National / Politics

Japan and Russia agree to pursue denuclearization of North Korea but still at odds over missile defense

Kyodo

Japan and Russia agreed Tuesday to join forces to realize the denuclearization of North Korea and step up security cooperation, as the two sides remained at odds over Tokyo’s planned introduction of new missile defense systems.

Foreign Minister Taro Kono and Defense Minister Itsunori Onodera met with their Russian counterparts, Sergey Lavrov and Sergei Shoigu, for the two countries’ third “two-plus-two” meeting, following respective one-on-one talks between their foreign and defense ministers.

The meeting came amid an ongoing detente on the Korean Peninsula after the historic U.S.-North Korea summit in June, with no missiles launched by Pyongyang this year, in contrast to 2017, when it repeatedly test-fired ballistic missiles and conducted a nuclear test.

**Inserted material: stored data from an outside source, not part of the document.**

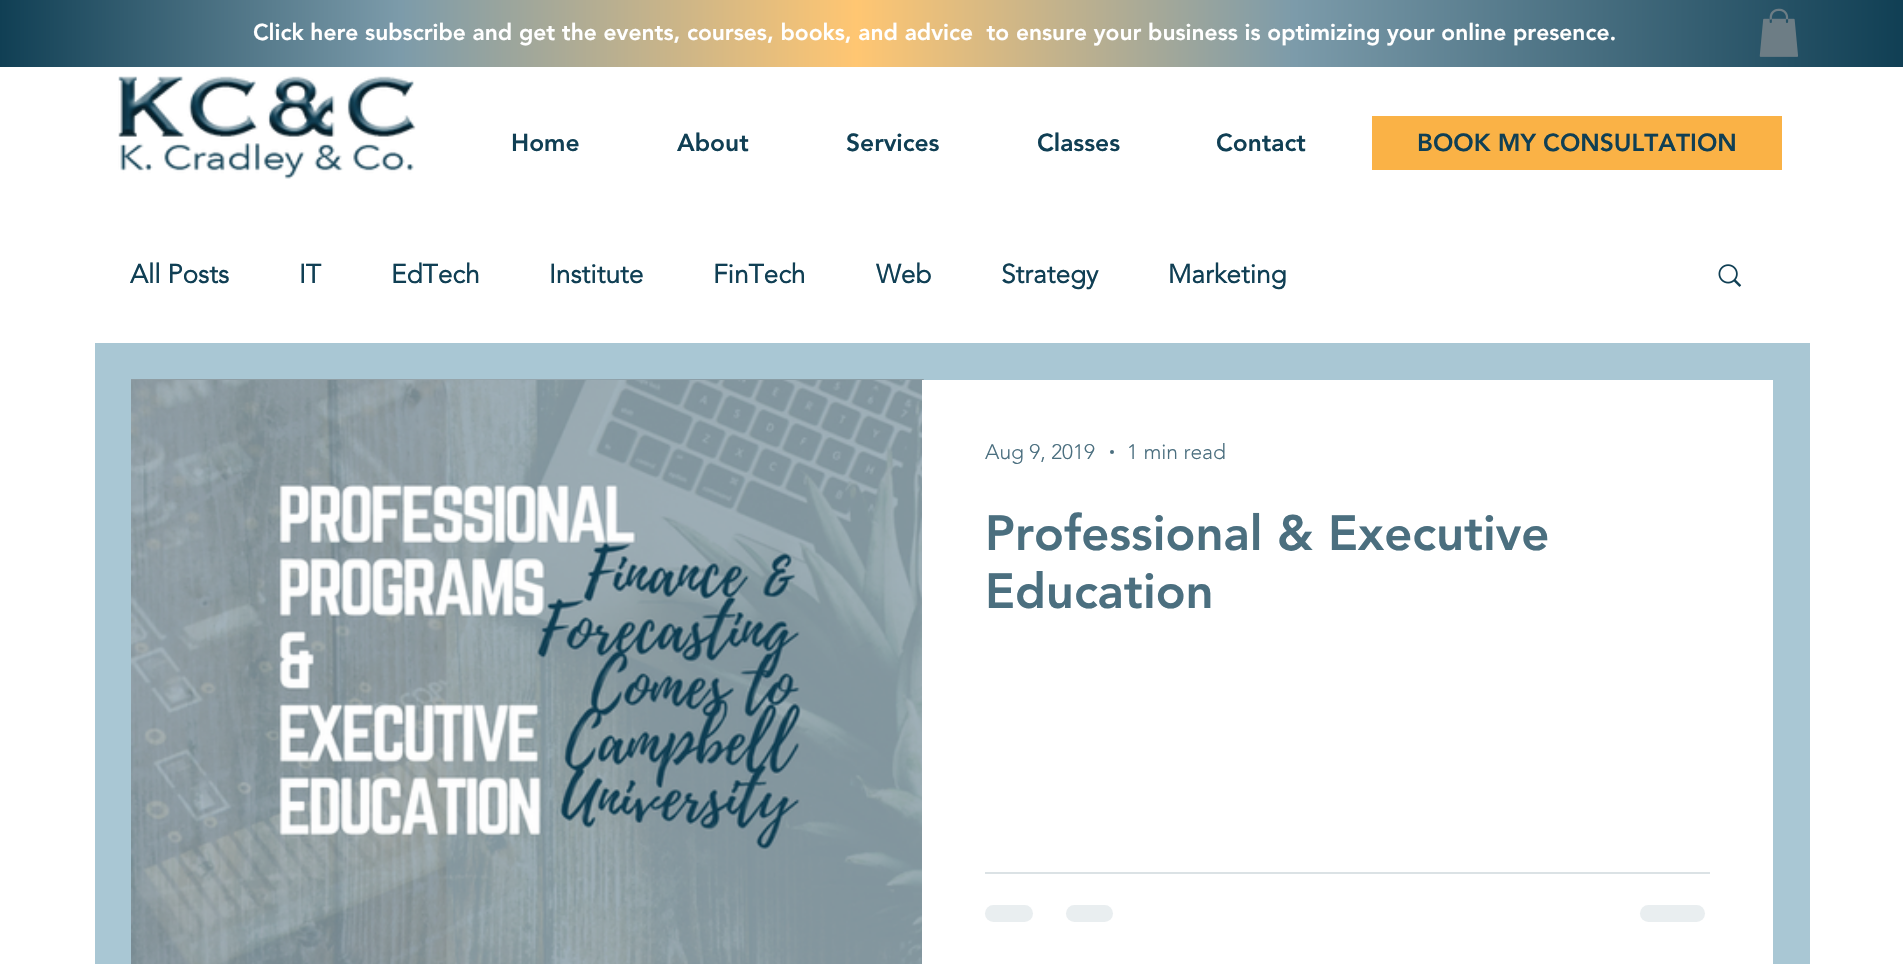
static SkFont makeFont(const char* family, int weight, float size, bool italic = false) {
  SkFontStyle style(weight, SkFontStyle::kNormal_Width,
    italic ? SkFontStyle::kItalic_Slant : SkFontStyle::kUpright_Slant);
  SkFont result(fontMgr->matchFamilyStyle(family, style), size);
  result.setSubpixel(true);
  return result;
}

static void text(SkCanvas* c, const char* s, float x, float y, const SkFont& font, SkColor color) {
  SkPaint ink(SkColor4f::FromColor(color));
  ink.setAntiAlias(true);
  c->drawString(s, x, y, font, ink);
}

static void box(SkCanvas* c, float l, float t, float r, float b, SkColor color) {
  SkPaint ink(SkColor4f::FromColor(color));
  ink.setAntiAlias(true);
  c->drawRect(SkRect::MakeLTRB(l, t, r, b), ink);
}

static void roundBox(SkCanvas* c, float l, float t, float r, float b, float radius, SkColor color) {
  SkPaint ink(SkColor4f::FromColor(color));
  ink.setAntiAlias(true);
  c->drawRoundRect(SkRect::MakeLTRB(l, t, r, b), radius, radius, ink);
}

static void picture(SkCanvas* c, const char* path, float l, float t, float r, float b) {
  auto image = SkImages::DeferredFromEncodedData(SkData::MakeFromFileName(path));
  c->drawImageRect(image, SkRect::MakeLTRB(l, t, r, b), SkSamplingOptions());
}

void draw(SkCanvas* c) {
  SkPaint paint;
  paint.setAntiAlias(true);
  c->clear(0xffffffff);
  {
    const SkColor colors[] = {0xff103f54, 0xff7c9baa, 0xffffc672, 0xff7c9baa, 0xff103f54};
    const float stops[] = {0, 0.21f, 0.45f, 0.68f, 1};
    const SkPoint ends[] = {{0, 33}, {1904, 33}};
    paint.setShader(SkGradientShader::MakeLinear(ends, colors, stops, 5, SkTileMode::kClamp));
    paint.setAlpha(255);
  }
  c->drawRect(SkRect::MakeLTRB(0, 0, 1903, 67), paint);
  SkFont face1 = makeFont("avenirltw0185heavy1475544", 900, 22.75f);
  text(c, "Click here subscribe and get the events, courses, books, and advice  to ensure your business is optimizing your online presence.", 253, 40, face1, 0xffffffff);
  picture(c, "img_01.png", 1759, 8, 1798, 57);
  picture(c, "img_02.png", 118, 76, 416, 179);
  SkFont face2 = makeFont("avenirltw0185heavy1475544", 900, 24.5f);
  text(c, "Home", 511, 151, face2, 0xff103f54);
  text(c, "About", 677, 151, face2, 0xff103f54);
  text(c, "Services", 846, 151, face2, 0xff103f54);
  text(c, "Classes", 1037, 151, face2, 0xff103f54);
  text(c, "Contact", 1216, 151, face2, 0xff103f54);
  box(c, 1372, 116, 1782, 170, 0xfffab246);
  text(c, "BOOK MY CONSULTATION", 1417, 151, face2, 0xff103f54);
  box(c, 95, 343, 1810, 964, 0xffa9c7d4);
  SkFont face3 = makeFont("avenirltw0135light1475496", 700, 26.25f);
  text(c, "All Posts", 130, 283, face3, 0xff103f54);
  text(c, "IT", 299, 283, face3, 0xff103f54);
  text(c, "EdTech", 391, 283, face3, 0xff103f54);
  text(c, "Institute", 549, 283, face3, 0xff103f54);
  text(c, "FinTech", 713, 283, face3, 0xff103f54);
  text(c, "Web", 876, 283, face3, 0xff103f54);
  text(c, "Strategy", 1001, 283, face3, 0xff103f54);
  text(c, "Marketing", 1168, 283, face3, 0xff103f54);
  picture(c, "img_03.png", 1718, 264, 1742, 287);
  picture(c, "img_04.png", 131, 379, 924, 380);
  picture(c, "img_05.png", 131, 380, 922, 964);
  box(c, 922, 380, 1773, 964, 0xffffffff);
  SkFont face4 = makeFont("avenirltw0135light1475496", 300, 21);
  text(c, "Aug 9, 2019", 985, 459, face4, 0xff4b6f7f);
  paint.setShader(nullptr);
  paint.setColor(0xff4b6f7f);
  c->drawCircle(1112, 452, 2, paint);
  text(c, "1 min read", 1127, 459, face4, 0xff4b6f7f);
  SkFont face5 = makeFont("avenirltw0185heavy1475544", 900, 49);
  text(c, "Professional & Executive", 985, 550, face5, 0xff4b6f7f);
  text(c, "Education", 985, 608, face5, 0xff4b6f7f);
  box(c, 985, 872, 1710, 874, 0xffdbe2e5);
  roundBox(c, 985, 905, 1033, 922, 8.5f, 0xffe9eef0);
  roundBox(c, 1066, 905, 1113, 922, 8.5f, 0xffe9eef0);
  roundBox(c, 1640, 905, 1705, 922, 8.5f, 0xffe9eef0);
}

Tokyo, meanwhile, is hopeful that cooperation with Moscow on North Korea and the strengthening of security dialogue will help settle a decades-old territorial spat over Russian-held isles off Hokkaido.

Prime Minister Shinzo Abe has said he is seeking a summit with North Korean leader Kim Jong Un but will not consider economic cooperation or normalization of ties without a resolution to the issue of Japanese abducted by Pyongyang in the 1970s and 1980s.

During the two-plus-two session, the Japanese ministers sought cooperation from Russia in settling the abduction issue at an early date, officials said.

Meanwhile, Lavrov told reporters after the meeting that the Russian side reiterated its concern about Japan’s plan to introduce two Aegis Ashore missile defense systems in fiscal 2023. Moscow sees them as an addition to U.S. missile systems in the Asia-Pacific region.

Onodera asked for acceptance of the plan, saying Tokyo will deploy the systems “purely for national defense.” He also demanded Russia show restraint in building up military forces on the disputed islands.

The four ministers consented to holding an annual security conference involving the two countries’ foreign and defense officials at the vice-ministerial level and to arranging for a port call to be made by naval vessels of the Russian Pacific Fleet at Hakodate in Hokkaido in October.

Kono, apparently with the territorial issue in mind, stressed the importance of mutual communication to resolve bilateral problems at a news conference after the meeting, saying he wants to “develop relations between Japan and Russia in every field.”

In their one-on-one session, Kono and Lavrov concurred that Abe and Russian President Vladimir Putin will meet in Vladivostok and that the two foreign ministers will meet again in New York, both in September.

They also agreed to realize a visit by a Japanese fact-finding mission on Aug. 16-20 to the islands controlled by Moscow but claimed by Tokyo in a bid to work toward joint development of the disputed isles.

Russia and Japan held their first two-plus-two talks in November 2013 and second in March 2017, both in Tokyo. The hiatus of over three years was due to Moscow’s annexation of the Crimean region of Ukraine in March 2014.

The third round was set when Abe and Putin met in Moscow in May, when they agreed to make renewed efforts to sign a postwar peace treaty and accelerate bilateral economic cooperation.

One of the obstacles to signing a peace treaty is the dispute over the contested islands of Etorofu, Kunashiri, Shikotan and the Habomai group off Hokkaido.

The islands were seized by the former Soviet Union after Japan’s surrender in World War II in August 1945.

It is the first time a Japanese defense chief has visited Russia since January 2006.